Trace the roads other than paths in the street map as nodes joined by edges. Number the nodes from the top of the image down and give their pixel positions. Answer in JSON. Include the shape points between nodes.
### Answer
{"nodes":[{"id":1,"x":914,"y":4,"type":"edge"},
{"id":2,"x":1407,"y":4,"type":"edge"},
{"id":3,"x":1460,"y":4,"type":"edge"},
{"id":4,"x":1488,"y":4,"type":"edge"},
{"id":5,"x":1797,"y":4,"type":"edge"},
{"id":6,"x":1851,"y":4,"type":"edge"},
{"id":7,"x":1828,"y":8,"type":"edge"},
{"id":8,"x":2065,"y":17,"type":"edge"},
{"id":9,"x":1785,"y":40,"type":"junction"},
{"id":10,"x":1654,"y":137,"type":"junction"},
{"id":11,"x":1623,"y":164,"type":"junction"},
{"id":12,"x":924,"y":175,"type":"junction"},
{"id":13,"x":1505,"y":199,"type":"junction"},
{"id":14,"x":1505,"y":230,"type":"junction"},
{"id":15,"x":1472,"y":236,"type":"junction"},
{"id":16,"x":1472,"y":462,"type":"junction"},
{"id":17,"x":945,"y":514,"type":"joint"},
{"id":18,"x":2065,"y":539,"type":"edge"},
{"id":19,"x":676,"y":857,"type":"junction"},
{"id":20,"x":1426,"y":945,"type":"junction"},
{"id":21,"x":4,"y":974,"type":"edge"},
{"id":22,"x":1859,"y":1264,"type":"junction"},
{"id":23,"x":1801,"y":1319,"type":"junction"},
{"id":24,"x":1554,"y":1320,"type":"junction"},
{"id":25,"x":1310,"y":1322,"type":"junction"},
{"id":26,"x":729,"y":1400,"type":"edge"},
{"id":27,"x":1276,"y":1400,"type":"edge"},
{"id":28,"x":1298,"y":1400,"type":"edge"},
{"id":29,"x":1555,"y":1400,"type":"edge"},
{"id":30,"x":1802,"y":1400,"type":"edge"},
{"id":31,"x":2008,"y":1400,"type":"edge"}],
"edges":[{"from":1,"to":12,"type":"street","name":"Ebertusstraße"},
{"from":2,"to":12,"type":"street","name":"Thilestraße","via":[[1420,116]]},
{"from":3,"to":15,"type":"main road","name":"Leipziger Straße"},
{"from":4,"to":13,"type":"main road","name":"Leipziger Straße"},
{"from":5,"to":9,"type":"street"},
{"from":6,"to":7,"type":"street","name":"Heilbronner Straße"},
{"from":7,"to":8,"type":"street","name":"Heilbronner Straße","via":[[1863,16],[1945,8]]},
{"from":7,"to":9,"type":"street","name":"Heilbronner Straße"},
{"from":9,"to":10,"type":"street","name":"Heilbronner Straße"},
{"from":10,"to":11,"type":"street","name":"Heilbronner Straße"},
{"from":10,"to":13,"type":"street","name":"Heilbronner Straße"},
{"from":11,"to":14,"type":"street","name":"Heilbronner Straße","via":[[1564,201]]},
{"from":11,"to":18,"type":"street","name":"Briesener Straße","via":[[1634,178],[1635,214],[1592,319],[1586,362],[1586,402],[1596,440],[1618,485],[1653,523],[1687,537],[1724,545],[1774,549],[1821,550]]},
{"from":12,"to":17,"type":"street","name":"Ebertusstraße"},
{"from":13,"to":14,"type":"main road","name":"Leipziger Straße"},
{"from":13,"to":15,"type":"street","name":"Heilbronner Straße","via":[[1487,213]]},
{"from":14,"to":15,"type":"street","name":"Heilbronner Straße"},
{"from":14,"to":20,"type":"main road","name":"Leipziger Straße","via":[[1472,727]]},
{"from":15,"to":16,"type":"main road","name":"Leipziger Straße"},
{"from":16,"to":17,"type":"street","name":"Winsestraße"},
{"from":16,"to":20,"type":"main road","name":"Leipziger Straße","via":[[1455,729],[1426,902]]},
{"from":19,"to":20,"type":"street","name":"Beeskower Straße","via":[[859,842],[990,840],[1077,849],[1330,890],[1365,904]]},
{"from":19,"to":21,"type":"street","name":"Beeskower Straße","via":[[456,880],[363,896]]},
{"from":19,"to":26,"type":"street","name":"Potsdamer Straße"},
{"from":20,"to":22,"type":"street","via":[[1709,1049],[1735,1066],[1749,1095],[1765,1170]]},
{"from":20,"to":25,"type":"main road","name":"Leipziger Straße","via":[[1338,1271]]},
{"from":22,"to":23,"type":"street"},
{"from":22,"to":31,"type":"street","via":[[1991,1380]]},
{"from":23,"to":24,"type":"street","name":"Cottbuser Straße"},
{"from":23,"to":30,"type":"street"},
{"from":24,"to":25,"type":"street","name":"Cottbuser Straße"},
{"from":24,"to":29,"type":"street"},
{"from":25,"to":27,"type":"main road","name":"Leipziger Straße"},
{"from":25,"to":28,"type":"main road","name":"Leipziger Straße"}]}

» **The task**
This exercise calls for an exact reproduction of the material.

» **Result for this exercise**
Trace the roads other than paths in the street map as nodes joined by edges. Number the nodes from the top of the image down and give their pixel positions. Answer in JSON. Include the shape points between nodes.
### Answer
{"nodes":[{"id":1,"x":914,"y":4,"type":"edge"},
{"id":2,"x":1407,"y":4,"type":"edge"},
{"id":3,"x":1460,"y":4,"type":"edge"},
{"id":4,"x":1488,"y":4,"type":"edge"},
{"id":5,"x":1797,"y":4,"type":"edge"},
{"id":6,"x":1851,"y":4,"type":"edge"},
{"id":7,"x":1828,"y":8,"type":"edge"},
{"id":8,"x":2065,"y":17,"type":"edge"},
{"id":9,"x":1785,"y":40,"type":"junction"},
{"id":10,"x":1654,"y":137,"type":"junction"},
{"id":11,"x":1623,"y":164,"type":"junction"},
{"id":12,"x":924,"y":175,"type":"junction"},
{"id":13,"x":1505,"y":199,"type":"junction"},
{"id":14,"x":1505,"y":230,"type":"junction"},
{"id":15,"x":1472,"y":236,"type":"junction"},
{"id":16,"x":1472,"y":462,"type":"junction"},
{"id":17,"x":945,"y":514,"type":"joint"},
{"id":18,"x":2065,"y":539,"type":"edge"},
{"id":19,"x":676,"y":857,"type":"junction"},
{"id":20,"x":1426,"y":945,"type":"junction"},
{"id":21,"x":4,"y":974,"type":"edge"},
{"id":22,"x":1859,"y":1264,"type":"junction"},
{"id":23,"x":1801,"y":1319,"type":"junction"},
{"id":24,"x":1554,"y":1320,"type":"junction"},
{"id":25,"x":1310,"y":1322,"type":"junction"},
{"id":26,"x":729,"y":1400,"type":"edge"},
{"id":27,"x":1276,"y":1400,"type":"edge"},
{"id":28,"x":1298,"y":1400,"type":"edge"},
{"id":29,"x":1555,"y":1400,"type":"edge"},
{"id":30,"x":1802,"y":1400,"type":"edge"},
{"id":31,"x":2008,"y":1400,"type":"edge"}],
"edges":[{"from":1,"to":12,"type":"street","name":"Ebertusstraße"},
{"from":2,"to":12,"type":"street","name":"Thilestraße","via":[[1420,116]]},
{"from":3,"to":15,"type":"main road","name":"Leipziger Straße"},
{"from":4,"to":13,"type":"main road","name":"Leipziger Straße"},
{"from":5,"to":9,"type":"street"},
{"from":6,"to":7,"type":"street","name":"Heilbronner Straße"},
{"from":7,"to":8,"type":"street","name":"Heilbronner Straße","via":[[1863,16],[1945,8]]},
{"from":7,"to":9,"type":"street","name":"Heilbronner Straße"},
{"from":9,"to":10,"type":"street","name":"Heilbronner Straße"},
{"from":10,"to":11,"type":"street","name":"Heilbronner Straße"},
{"from":10,"to":13,"type":"street","name":"Heilbronner Straße"},
{"from":11,"to":14,"type":"street","name":"Heilbronner Straße","via":[[1564,201]]},
{"from":11,"to":18,"type":"street","name":"Briesener Straße","via":[[1634,178],[1635,214],[1592,319],[1586,362],[1586,402],[1596,440],[1618,485],[1653,523],[1687,537],[1724,545],[1774,549],[1821,550]]},
{"from":12,"to":17,"type":"street","name":"Ebertusstraße"},
{"from":13,"to":14,"type":"main road","name":"Leipziger Straße"},
{"from":13,"to":15,"type":"street","name":"Heilbronner Straße","via":[[1487,213]]},
{"from":14,"to":15,"type":"street","name":"Heilbronner Straße"},
{"from":14,"to":20,"type":"main road","name":"Leipziger Straße","via":[[1472,727]]},
{"from":15,"to":16,"type":"main road","name":"Leipziger Straße"},
{"from":16,"to":17,"type":"street","name":"Winsestraße"},
{"from":16,"to":20,"type":"main road","name":"Leipziger Straße","via":[[1455,729],[1426,902]]},
{"from":19,"to":20,"type":"street","name":"Beeskower Straße","via":[[859,842],[990,840],[1077,849],[1330,890],[1365,904]]},
{"from":19,"to":21,"type":"street","name":"Beeskower Straße","via":[[456,880],[363,896]]},
{"from":19,"to":26,"type":"street","name":"Potsdamer Straße"},
{"from":20,"to":22,"type":"street","via":[[1709,1049],[1735,1066],[1749,1095],[1765,1170]]},
{"from":20,"to":25,"type":"main road","name":"Leipziger Straße","via":[[1338,1271]]},
{"from":22,"to":23,"type":"street"},
{"from":22,"to":31,"type":"street","via":[[1991,1380]]},
{"from":23,"to":24,"type":"street","name":"Cottbuser Straße"},
{"from":23,"to":30,"type":"street"},
{"from":24,"to":25,"type":"street","name":"Cottbuser Straße"},
{"from":24,"to":29,"type":"street"},
{"from":25,"to":27,"type":"main road","name":"Leipziger Straße"},
{"from":25,"to":28,"type":"main road","name":"Leipziger Straße"}]}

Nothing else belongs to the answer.